Material shown →
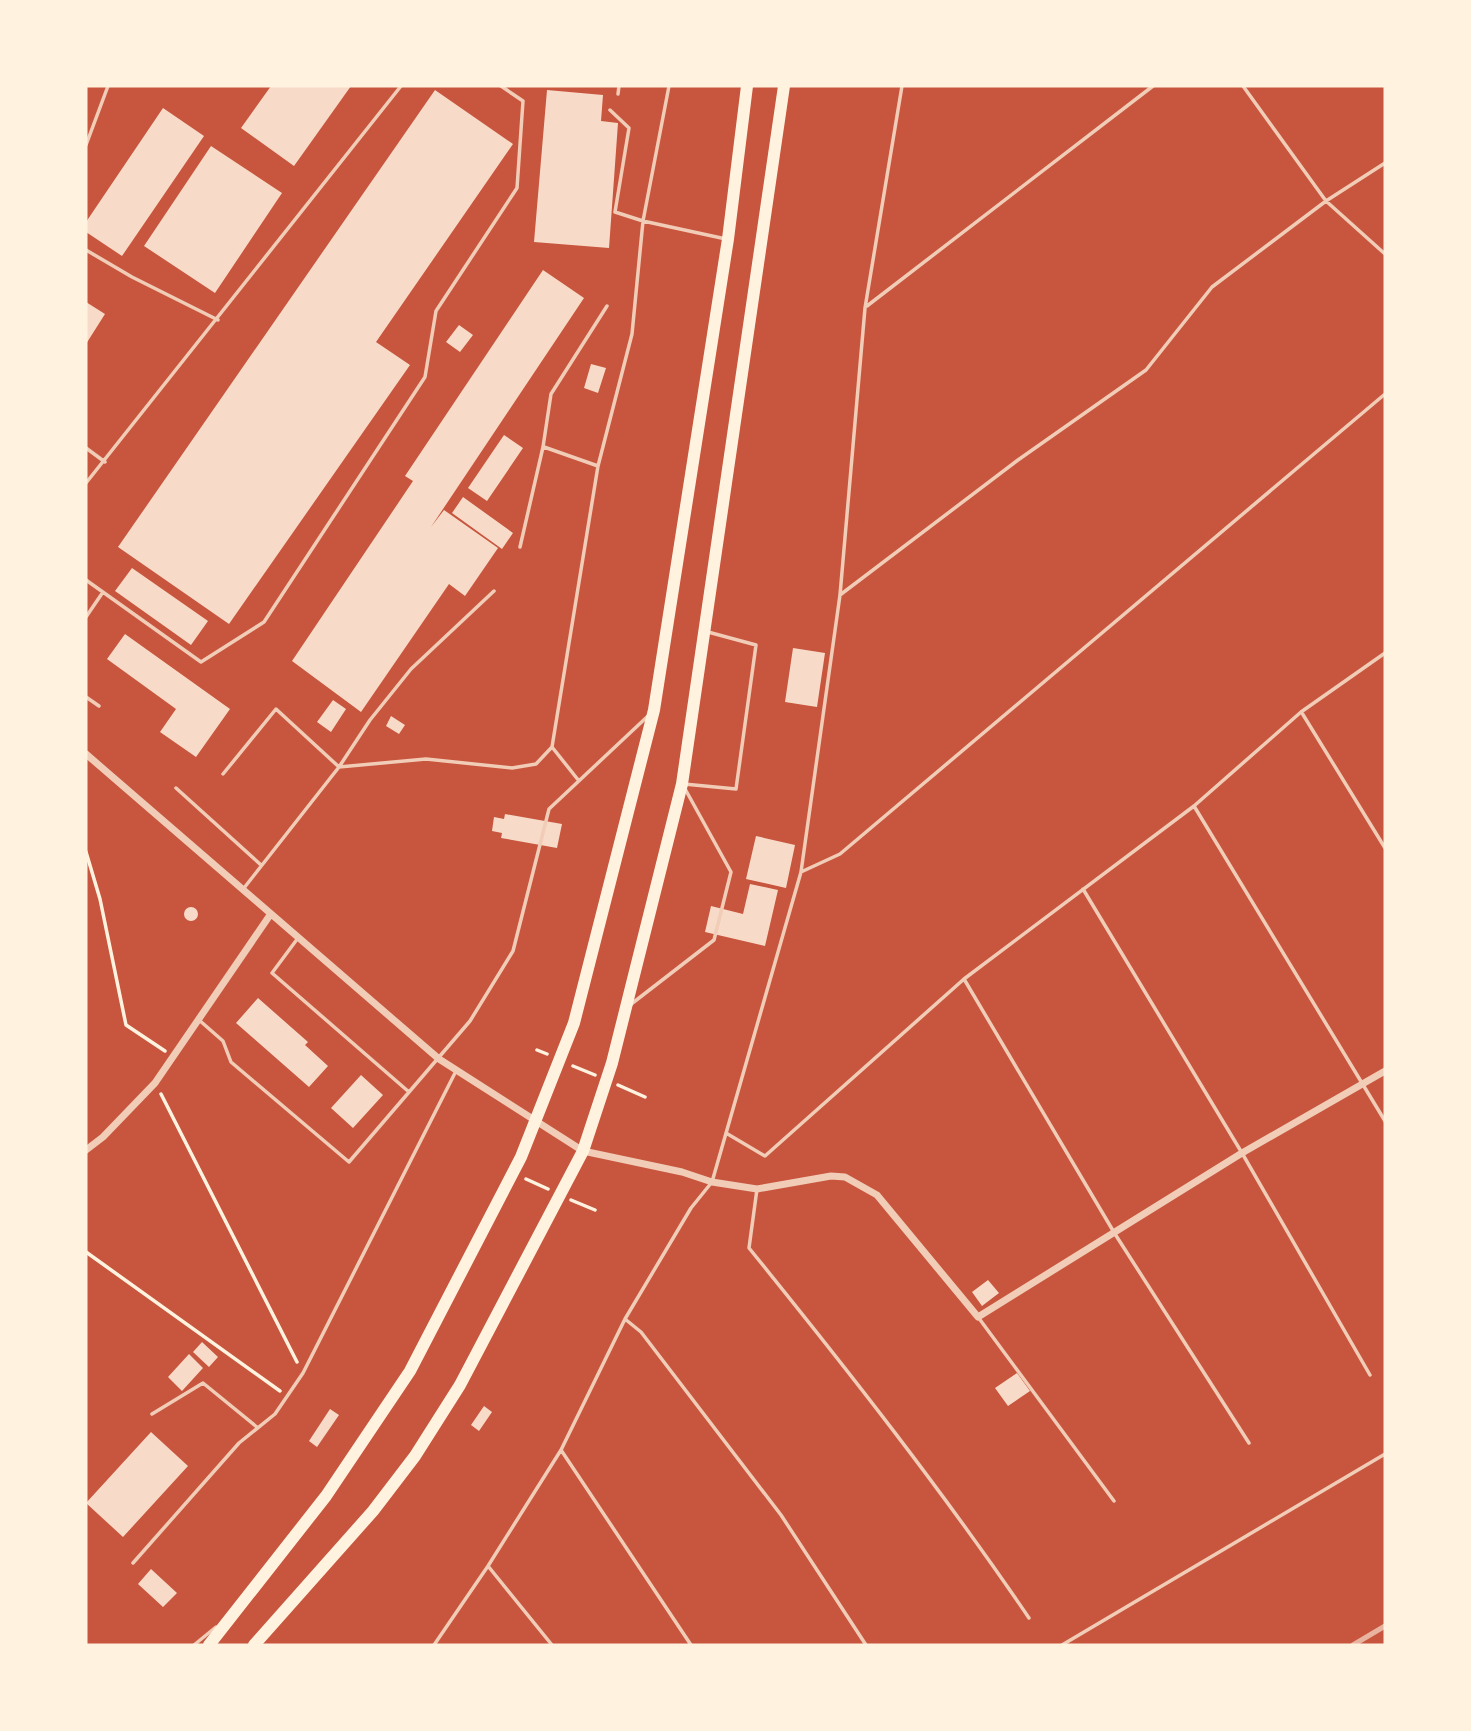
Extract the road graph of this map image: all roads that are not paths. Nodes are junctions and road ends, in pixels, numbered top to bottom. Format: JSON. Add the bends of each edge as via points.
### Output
{"nodes":[{"id":1,"x":108,"y":86,"type":"edge"},
{"id":2,"x":401,"y":86,"type":"edge"},
{"id":3,"x":501,"y":86,"type":"edge"},
{"id":4,"x":619,"y":86,"type":"edge"},
{"id":5,"x":669,"y":86,"type":"edge"},
{"id":6,"x":747,"y":86,"type":"edge"},
{"id":7,"x":784,"y":86,"type":"edge"},
{"id":8,"x":902,"y":86,"type":"edge"},
{"id":9,"x":1153,"y":86,"type":"edge"},
{"id":10,"x":1243,"y":86,"type":"edge"},
{"id":11,"x":618,"y":94,"type":"dead end"},
{"id":12,"x":610,"y":110,"type":"dead end"},
{"id":13,"x":86,"y":145,"type":"edge"},
{"id":14,"x":1385,"y":163,"type":"edge"},
{"id":15,"x":1326,"y":201,"type":"junction"},
{"id":16,"x":643,"y":221,"type":"junction"},
{"id":17,"x":729,"y":239,"type":"junction"},
{"id":18,"x":86,"y":250,"type":"edge"},
{"id":19,"x":1385,"y":254,"type":"edge"},
{"id":20,"x":607,"y":306,"type":"dead end"},
{"id":21,"x":865,"y":308,"type":"junction"},
{"id":22,"x":218,"y":320,"type":"junction"},
{"id":23,"x":1385,"y":394,"type":"edge"},
{"id":24,"x":543,"y":447,"type":"junction"},
{"id":25,"x":86,"y":448,"type":"edge"},
{"id":26,"x":105,"y":462,"type":"junction"},
{"id":27,"x":598,"y":466,"type":"junction"},
{"id":28,"x":86,"y":483,"type":"edge"},
{"id":29,"x":520,"y":547,"type":"dead end"},
{"id":30,"x":86,"y":580,"type":"edge"},
{"id":31,"x":494,"y":591,"type":"dead end"},
{"id":32,"x":103,"y":592,"type":"junction"},
{"id":33,"x":840,"y":595,"type":"junction"},
{"id":34,"x":86,"y":617,"type":"edge"},
{"id":35,"x":705,"y":631,"type":"junction"},
{"id":36,"x":1385,"y":653,"type":"edge"},
{"id":37,"x":86,"y":697,"type":"edge"},
{"id":38,"x":99,"y":706,"type":"dead end"},
{"id":39,"x":654,"y":710,"type":"junction"},
{"id":40,"x":1301,"y":712,"type":"junction"},
{"id":41,"x":552,"y":747,"type":"junction"},
{"id":42,"x":86,"y":754,"type":"edge"},
{"id":43,"x":339,"y":767,"type":"junction"},
{"id":44,"x":223,"y":774,"type":"dead end"},
{"id":45,"x":579,"y":781,"type":"junction"},
{"id":46,"x":682,"y":784,"type":"junction"},
{"id":47,"x":176,"y":788,"type":"dead end"},
{"id":48,"x":1194,"y":806,"type":"junction"},
{"id":49,"x":1385,"y":848,"type":"edge"},
{"id":50,"x":261,"y":865,"type":"junction"},
{"id":51,"x":801,"y":872,"type":"junction"},
{"id":52,"x":1083,"y":889,"type":"junction"},
{"id":53,"x":242,"y":891,"type":"junction"},
{"id":54,"x":270,"y":915,"type":"junction"},
{"id":55,"x":298,"y":938,"type":"junction"},
{"id":56,"x":964,"y":979,"type":"junction"},
{"id":57,"x":625,"y":1008,"type":"junction"},
{"id":58,"x":198,"y":1019,"type":"junction"},
{"id":59,"x":439,"y":1059,"type":"junction"},
{"id":60,"x":456,"y":1071,"type":"junction"},
{"id":61,"x":1385,"y":1071,"type":"edge"},
{"id":62,"x":1362,"y":1084,"type":"junction"},
{"id":63,"x":409,"y":1093,"type":"junction"},
{"id":64,"x":1385,"y":1121,"type":"edge"},
{"id":65,"x":537,"y":1122,"type":"junction"},
{"id":66,"x":726,"y":1133,"type":"junction"},
{"id":67,"x":86,"y":1150,"type":"edge"},
{"id":68,"x":583,"y":1151,"type":"junction"},
{"id":69,"x":1242,"y":1153,"type":"junction"},
{"id":70,"x":712,"y":1182,"type":"junction"},
{"id":71,"x":757,"y":1189,"type":"junction"},
{"id":72,"x":1115,"y":1234,"type":"junction"},
{"id":73,"x":978,"y":1317,"type":"junction"},
{"id":74,"x":625,"y":1319,"type":"junction"},
{"id":75,"x":1370,"y":1375,"type":"dead end"},
{"id":76,"x":152,"y":1415,"type":"dead end"},
{"id":77,"x":258,"y":1428,"type":"junction"},
{"id":78,"x":1249,"y":1443,"type":"dead end"},
{"id":79,"x":561,"y":1450,"type":"junction"},
{"id":80,"x":1385,"y":1454,"type":"edge"},
{"id":81,"x":1114,"y":1501,"type":"dead end"},
{"id":82,"x":133,"y":1563,"type":"dead end"},
{"id":83,"x":488,"y":1566,"type":"junction"},
{"id":84,"x":244,"y":1603,"type":"junction"},
{"id":85,"x":1029,"y":1619,"type":"dead end"},
{"id":86,"x":194,"y":1645,"type":"edge"},
{"id":87,"x":209,"y":1645,"type":"edge"},
{"id":88,"x":254,"y":1645,"type":"edge"},
{"id":89,"x":434,"y":1645,"type":"edge"},
{"id":90,"x":552,"y":1645,"type":"edge"},
{"id":91,"x":691,"y":1645,"type":"edge"},
{"id":92,"x":866,"y":1645,"type":"edge"},
{"id":93,"x":1062,"y":1645,"type":"edge"}],
"edges":[{"from":1,"to":13,"type":"lane"},
{"from":2,"to":22,"type":"lane"},
{"from":3,"to":32,"type":"lane","via":[[523,102],[517,188],[436,311],[425,377],[264,622],[201,662]]},
{"from":4,"to":11,"type":"lane"},
{"from":5,"to":16,"type":"lane"},
{"from":6,"to":17,"type":"main road"},
{"from":7,"to":35,"type":"main road"},
{"from":8,"to":21,"type":"lane"},
{"from":9,"to":21,"type":"lane"},
{"from":10,"to":15,"type":"lane"},
{"from":12,"to":16,"type":"lane","via":[[629,128],[615,212]]},
{"from":14,"to":15,"type":"lane"},
{"from":15,"to":19,"type":"lane"},
{"from":15,"to":33,"type":"lane","via":[[1212,287],[1146,370]]},
{"from":16,"to":17,"type":"lane"},
{"from":16,"to":27,"type":"lane","via":[[632,334]]},
{"from":17,"to":39,"type":"main road"},
{"from":18,"to":22,"type":"lane"},
{"from":20,"to":24,"type":"lane","via":[[551,394]]},
{"from":21,"to":33,"type":"lane"},
{"from":22,"to":26,"type":"lane"},
{"from":23,"to":51,"type":"lane","via":[[840,854]]},
{"from":24,"to":27,"type":"lane"},
{"from":24,"to":29,"type":"lane"},
{"from":25,"to":26,"type":"lane"},
{"from":26,"to":28,"type":"lane"},
{"from":27,"to":41,"type":"lane"},
{"from":30,"to":32,"type":"lane"},
{"from":31,"to":43,"type":"lane","via":[[411,669]]},
{"from":32,"to":34,"type":"lane"},
{"from":33,"to":51,"type":"lane"},
{"from":35,"to":46,"type":"main road"},
{"from":35,"to":46,"type":"lane","via":[[756,645],[736,789]]},
{"from":36,"to":40,"type":"lane"},
{"from":37,"to":38,"type":"lane"},
{"from":39,"to":45,"type":"lane"},
{"from":39,"to":65,"type":"main road","via":[[574,1023]]},
{"from":40,"to":48,"type":"lane"},
{"from":40,"to":49,"type":"lane"},
{"from":41,"to":43,"type":"lane","via":[[536,764],[512,768],[426,759]]},
{"from":41,"to":45,"type":"lane"},
{"from":42,"to":53,"type":"street"},
{"from":43,"to":44,"type":"lane","via":[[276,709]]},
{"from":43,"to":50,"type":"lane"},
{"from":45,"to":59,"type":"lane","via":[[549,809],[513,951],[470,1021]]},
{"from":46,"to":57,"type":"main road"},
{"from":46,"to":57,"type":"lane","via":[[731,872],[714,940]]},
{"from":47,"to":50,"type":"lane"},
{"from":48,"to":52,"type":"lane"},
{"from":48,"to":62,"type":"lane"},
{"from":50,"to":53,"type":"lane"},
{"from":51,"to":66,"type":"lane"},
{"from":52,"to":56,"type":"lane"},
{"from":52,"to":69,"type":"lane"},
{"from":53,"to":54,"type":"street"},
{"from":54,"to":55,"type":"street"},
{"from":54,"to":58,"type":"street"},
{"from":55,"to":59,"type":"street"},
{"from":55,"to":63,"type":"lane","via":[[272,973]]},
{"from":56,"to":66,"type":"lane","via":[[765,1156]]},
{"from":56,"to":72,"type":"lane"},
{"from":57,"to":68,"type":"main road"},
{"from":58,"to":63,"type":"lane","via":[[223,1041],[232,1062],[349,1162]]},
{"from":58,"to":67,"type":"street","via":[[155,1083]]},
{"from":59,"to":60,"type":"street"},
{"from":59,"to":63,"type":"lane"},
{"from":60,"to":65,"type":"street"},
{"from":60,"to":77,"type":"lane","via":[[303,1374],[275,1414]]},
{"from":61,"to":62,"type":"street"},
{"from":62,"to":64,"type":"lane"},
{"from":62,"to":69,"type":"street"},
{"from":65,"to":68,"type":"street"},
{"from":65,"to":84,"type":"main road","via":[[410,1371],[363,1445]]},
{"from":66,"to":70,"type":"lane"},
{"from":68,"to":70,"type":"street"},
{"from":68,"to":88,"type":"main road","via":[[460,1385],[415,1457]]},
{"from":69,"to":72,"type":"street"},
{"from":69,"to":75,"type":"lane"},
{"from":70,"to":71,"type":"street"},
{"from":70,"to":74,"type":"lane","via":[[691,1208]]},
{"from":71,"to":73,"type":"street","via":[[831,1175],[863,1184]]},
{"from":71,"to":85,"type":"lane","via":[[749,1248],[876,1405],[965,1523]]},
{"from":72,"to":73,"type":"street"},
{"from":72,"to":78,"type":"lane"},
{"from":73,"to":81,"type":"lane"},
{"from":74,"to":79,"type":"lane"},
{"from":74,"to":92,"type":"lane","via":[[641,1332],[781,1515]]},
{"from":76,"to":77,"type":"lane","via":[[203,1383]]},
{"from":77,"to":82,"type":"lane","via":[[239,1443]]},
{"from":79,"to":83,"type":"lane"},
{"from":79,"to":91,"type":"lane"},
{"from":80,"to":93,"type":"lane"},
{"from":83,"to":89,"type":"lane"},
{"from":83,"to":90,"type":"lane"},
{"from":84,"to":86,"type":"lane"},
{"from":84,"to":87,"type":"main road"}]}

Description of the task → Across the entries above, find the lines with the string "main" and copy them.

Finished exercise →
{"from":6,"to":17,"type":"main road"},
{"from":7,"to":35,"type":"main road"},
{"from":17,"to":39,"type":"main road"},
{"from":35,"to":46,"type":"main road"},
{"from":39,"to":65,"type":"main road","via":[[574,1023]]},
{"from":46,"to":57,"type":"main road"},
{"from":57,"to":68,"type":"main road"},
{"from":65,"to":84,"type":"main road","via":[[410,1371],[363,1445]]},
{"from":68,"to":88,"type":"main road","via":[[460,1385],[415,1457]]},
{"from":84,"to":87,"type":"main road"}]}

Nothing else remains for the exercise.